__What needs to be done__:
In the records below, some lines contain "East"; state the number of such lines and nothing else.

Collected data:
..........

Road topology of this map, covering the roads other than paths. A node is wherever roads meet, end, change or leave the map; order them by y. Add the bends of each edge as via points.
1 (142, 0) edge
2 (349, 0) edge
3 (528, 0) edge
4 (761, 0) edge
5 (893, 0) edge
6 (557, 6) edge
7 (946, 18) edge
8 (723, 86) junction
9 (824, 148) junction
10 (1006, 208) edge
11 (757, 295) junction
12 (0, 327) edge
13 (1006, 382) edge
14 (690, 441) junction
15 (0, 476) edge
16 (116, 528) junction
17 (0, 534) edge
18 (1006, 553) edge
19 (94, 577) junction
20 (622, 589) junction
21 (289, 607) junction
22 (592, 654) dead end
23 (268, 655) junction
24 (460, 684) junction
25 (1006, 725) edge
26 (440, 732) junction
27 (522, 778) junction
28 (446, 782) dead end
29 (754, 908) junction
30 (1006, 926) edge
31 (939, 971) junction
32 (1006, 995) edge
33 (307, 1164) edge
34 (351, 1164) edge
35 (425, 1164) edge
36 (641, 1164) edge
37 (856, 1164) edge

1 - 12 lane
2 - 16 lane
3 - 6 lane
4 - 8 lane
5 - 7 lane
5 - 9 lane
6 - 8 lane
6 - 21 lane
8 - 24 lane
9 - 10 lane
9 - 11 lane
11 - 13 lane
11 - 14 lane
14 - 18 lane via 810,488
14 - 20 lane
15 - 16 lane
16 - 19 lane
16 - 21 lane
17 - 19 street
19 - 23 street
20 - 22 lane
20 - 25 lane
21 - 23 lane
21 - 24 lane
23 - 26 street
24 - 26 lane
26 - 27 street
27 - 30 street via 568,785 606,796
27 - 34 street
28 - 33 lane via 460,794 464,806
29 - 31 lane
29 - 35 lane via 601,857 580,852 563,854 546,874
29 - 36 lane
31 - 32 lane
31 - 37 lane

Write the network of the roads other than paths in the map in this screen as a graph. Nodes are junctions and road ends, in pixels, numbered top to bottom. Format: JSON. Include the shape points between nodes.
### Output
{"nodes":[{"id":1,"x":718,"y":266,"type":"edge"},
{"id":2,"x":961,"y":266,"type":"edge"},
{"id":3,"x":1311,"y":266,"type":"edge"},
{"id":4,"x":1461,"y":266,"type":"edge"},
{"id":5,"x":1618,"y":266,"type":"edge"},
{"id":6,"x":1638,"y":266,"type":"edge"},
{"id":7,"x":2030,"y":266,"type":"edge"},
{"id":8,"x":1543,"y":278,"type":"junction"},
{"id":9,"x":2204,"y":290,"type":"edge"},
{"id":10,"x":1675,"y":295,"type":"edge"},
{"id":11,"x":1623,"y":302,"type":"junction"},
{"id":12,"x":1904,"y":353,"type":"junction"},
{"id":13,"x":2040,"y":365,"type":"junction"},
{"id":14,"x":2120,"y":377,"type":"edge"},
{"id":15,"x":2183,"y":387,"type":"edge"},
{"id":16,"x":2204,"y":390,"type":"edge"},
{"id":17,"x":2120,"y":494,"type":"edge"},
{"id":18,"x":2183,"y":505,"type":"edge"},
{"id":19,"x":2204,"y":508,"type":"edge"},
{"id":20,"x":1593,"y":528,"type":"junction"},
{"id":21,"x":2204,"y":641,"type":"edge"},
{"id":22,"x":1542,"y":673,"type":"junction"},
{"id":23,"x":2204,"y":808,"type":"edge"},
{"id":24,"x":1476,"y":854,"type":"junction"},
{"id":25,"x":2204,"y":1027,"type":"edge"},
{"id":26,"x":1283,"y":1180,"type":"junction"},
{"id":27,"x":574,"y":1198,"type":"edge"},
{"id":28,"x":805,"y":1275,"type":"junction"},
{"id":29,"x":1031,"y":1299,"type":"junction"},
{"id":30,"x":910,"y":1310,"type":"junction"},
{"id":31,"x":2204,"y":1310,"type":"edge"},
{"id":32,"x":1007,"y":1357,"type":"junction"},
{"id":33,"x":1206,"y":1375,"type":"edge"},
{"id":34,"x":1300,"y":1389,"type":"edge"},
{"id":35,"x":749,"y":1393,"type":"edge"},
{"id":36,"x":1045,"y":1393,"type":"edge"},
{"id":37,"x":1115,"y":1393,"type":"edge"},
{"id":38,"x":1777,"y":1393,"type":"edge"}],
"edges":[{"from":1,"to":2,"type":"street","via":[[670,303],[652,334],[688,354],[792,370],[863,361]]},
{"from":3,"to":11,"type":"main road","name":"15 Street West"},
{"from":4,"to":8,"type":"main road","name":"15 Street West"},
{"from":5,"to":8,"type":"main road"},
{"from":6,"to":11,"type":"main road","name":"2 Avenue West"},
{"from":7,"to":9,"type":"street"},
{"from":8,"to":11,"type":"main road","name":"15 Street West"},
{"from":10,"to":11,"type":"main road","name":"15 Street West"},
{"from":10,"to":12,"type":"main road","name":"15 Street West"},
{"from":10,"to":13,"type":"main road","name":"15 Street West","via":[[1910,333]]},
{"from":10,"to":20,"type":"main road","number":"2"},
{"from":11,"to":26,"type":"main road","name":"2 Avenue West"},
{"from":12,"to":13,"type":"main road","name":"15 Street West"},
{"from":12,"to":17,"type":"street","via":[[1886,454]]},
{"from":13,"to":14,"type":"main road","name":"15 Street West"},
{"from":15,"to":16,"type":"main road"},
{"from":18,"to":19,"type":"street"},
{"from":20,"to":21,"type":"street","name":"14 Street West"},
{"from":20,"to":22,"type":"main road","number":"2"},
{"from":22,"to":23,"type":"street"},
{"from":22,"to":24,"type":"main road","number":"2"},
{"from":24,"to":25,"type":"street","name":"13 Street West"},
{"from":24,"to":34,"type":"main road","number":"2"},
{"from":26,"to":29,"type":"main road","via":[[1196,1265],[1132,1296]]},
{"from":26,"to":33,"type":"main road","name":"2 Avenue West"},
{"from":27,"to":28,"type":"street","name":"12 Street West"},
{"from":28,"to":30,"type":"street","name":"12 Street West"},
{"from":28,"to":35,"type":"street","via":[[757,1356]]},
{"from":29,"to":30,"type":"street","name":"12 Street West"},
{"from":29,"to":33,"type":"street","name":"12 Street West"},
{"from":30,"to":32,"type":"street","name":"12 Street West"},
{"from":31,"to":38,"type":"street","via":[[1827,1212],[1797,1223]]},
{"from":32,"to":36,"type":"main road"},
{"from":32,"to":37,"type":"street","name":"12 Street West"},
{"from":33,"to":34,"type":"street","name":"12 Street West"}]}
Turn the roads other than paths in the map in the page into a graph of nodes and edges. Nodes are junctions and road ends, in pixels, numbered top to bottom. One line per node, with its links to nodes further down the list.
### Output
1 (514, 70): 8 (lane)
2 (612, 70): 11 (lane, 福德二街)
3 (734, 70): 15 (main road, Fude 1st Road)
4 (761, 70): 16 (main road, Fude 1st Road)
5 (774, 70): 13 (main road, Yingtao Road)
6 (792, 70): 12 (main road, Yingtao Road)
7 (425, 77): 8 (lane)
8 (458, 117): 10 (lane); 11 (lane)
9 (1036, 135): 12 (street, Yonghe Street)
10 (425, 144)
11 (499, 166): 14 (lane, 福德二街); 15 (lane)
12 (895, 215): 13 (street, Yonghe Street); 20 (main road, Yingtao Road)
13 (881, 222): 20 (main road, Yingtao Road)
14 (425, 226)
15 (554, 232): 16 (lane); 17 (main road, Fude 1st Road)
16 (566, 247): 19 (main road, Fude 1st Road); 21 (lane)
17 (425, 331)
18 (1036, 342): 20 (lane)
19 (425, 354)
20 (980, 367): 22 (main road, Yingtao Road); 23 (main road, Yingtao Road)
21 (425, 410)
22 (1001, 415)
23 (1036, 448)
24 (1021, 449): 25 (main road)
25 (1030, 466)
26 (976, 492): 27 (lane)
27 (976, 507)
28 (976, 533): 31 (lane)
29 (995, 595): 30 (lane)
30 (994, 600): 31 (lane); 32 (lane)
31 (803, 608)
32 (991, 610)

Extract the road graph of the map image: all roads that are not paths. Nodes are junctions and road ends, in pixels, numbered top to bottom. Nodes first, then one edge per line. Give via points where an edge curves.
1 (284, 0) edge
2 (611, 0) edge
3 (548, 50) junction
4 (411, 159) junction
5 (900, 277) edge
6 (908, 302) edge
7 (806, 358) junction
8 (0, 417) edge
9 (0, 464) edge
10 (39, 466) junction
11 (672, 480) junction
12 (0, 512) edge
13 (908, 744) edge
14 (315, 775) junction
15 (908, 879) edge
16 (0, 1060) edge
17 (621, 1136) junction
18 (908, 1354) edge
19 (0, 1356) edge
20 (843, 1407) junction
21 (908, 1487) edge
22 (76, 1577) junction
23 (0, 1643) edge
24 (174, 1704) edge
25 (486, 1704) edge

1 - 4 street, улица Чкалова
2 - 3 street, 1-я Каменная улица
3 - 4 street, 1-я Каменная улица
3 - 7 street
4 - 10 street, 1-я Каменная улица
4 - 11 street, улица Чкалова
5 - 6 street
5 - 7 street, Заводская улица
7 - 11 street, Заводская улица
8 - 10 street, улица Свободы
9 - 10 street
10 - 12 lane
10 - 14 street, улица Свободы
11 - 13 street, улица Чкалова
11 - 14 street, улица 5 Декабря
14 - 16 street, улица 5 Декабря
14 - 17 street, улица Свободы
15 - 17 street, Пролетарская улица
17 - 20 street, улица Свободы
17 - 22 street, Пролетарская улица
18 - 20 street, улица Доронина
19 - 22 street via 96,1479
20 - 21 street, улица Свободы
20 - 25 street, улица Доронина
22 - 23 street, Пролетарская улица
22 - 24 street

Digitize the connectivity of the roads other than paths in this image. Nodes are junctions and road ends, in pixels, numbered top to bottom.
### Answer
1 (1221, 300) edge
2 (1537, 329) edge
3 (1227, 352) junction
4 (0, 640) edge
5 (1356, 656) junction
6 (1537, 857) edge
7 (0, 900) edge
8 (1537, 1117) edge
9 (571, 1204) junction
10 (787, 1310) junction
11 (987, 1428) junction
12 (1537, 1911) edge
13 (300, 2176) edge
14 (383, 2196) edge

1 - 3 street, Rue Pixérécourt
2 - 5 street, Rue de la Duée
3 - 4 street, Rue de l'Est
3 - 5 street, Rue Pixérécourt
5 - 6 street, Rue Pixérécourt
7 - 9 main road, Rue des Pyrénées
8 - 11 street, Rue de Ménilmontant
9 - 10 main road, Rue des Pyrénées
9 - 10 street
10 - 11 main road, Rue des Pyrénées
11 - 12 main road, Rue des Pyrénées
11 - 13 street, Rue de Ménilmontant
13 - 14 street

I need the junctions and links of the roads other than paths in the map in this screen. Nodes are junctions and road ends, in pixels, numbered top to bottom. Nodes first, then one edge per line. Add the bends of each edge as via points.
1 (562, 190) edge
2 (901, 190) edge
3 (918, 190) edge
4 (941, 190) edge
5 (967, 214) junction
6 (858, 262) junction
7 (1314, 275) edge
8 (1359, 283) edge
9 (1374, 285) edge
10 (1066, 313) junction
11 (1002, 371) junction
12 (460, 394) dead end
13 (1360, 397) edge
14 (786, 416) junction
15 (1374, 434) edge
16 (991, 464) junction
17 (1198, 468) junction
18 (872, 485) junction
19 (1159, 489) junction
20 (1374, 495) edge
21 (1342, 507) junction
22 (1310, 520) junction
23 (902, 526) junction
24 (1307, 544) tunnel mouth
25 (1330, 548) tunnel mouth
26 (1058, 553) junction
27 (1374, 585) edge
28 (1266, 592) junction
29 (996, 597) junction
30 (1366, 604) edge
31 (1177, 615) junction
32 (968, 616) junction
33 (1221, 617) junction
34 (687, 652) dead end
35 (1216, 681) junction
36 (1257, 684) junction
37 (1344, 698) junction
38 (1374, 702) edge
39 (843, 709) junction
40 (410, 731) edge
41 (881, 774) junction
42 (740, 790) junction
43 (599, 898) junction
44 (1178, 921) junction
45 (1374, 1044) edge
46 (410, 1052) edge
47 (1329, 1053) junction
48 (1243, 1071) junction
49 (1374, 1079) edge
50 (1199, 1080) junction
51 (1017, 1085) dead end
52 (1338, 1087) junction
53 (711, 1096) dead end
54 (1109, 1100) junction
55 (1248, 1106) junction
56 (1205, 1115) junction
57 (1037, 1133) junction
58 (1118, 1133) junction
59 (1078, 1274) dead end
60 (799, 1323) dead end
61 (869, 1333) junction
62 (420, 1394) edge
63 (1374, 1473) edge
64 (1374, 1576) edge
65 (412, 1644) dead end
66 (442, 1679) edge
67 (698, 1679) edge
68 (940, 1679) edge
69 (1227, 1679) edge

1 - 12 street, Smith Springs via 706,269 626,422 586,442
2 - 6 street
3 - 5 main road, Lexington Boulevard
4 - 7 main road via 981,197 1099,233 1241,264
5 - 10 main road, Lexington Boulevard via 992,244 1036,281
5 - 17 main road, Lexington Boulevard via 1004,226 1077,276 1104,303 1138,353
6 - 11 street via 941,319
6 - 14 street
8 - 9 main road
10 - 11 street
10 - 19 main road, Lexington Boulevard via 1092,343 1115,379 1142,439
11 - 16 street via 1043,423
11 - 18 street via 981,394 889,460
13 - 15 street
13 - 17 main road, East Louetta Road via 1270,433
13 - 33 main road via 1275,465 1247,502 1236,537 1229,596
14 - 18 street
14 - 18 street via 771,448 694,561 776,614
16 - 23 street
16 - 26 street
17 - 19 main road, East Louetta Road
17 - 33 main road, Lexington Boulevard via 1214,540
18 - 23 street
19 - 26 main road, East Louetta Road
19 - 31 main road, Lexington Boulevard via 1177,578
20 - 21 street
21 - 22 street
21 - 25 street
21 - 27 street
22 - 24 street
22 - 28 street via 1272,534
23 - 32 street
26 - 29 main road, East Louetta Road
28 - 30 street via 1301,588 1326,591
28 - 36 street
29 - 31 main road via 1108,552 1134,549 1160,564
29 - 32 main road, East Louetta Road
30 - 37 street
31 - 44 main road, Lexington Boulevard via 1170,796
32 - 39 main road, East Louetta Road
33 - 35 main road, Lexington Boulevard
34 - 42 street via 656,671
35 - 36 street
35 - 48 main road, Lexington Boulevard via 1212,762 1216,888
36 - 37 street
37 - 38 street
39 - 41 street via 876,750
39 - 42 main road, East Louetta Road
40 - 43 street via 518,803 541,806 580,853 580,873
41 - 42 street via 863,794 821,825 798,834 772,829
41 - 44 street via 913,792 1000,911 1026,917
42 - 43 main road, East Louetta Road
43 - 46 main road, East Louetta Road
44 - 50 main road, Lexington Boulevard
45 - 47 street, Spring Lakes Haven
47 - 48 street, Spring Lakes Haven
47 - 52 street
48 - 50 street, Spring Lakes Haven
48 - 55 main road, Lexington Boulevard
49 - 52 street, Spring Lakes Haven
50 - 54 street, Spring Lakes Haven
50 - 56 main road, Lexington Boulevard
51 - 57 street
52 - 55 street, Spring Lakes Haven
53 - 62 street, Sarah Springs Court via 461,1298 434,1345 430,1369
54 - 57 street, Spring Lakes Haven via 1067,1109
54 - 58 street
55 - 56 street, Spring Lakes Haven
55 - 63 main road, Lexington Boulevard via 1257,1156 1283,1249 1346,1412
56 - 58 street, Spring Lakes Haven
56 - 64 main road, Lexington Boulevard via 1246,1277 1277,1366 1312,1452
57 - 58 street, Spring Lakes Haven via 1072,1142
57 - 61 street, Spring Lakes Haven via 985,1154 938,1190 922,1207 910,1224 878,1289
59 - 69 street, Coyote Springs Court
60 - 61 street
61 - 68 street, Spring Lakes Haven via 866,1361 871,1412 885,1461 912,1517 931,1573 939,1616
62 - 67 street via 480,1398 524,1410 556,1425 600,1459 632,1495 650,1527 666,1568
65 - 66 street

..........

__Result of the task__:
9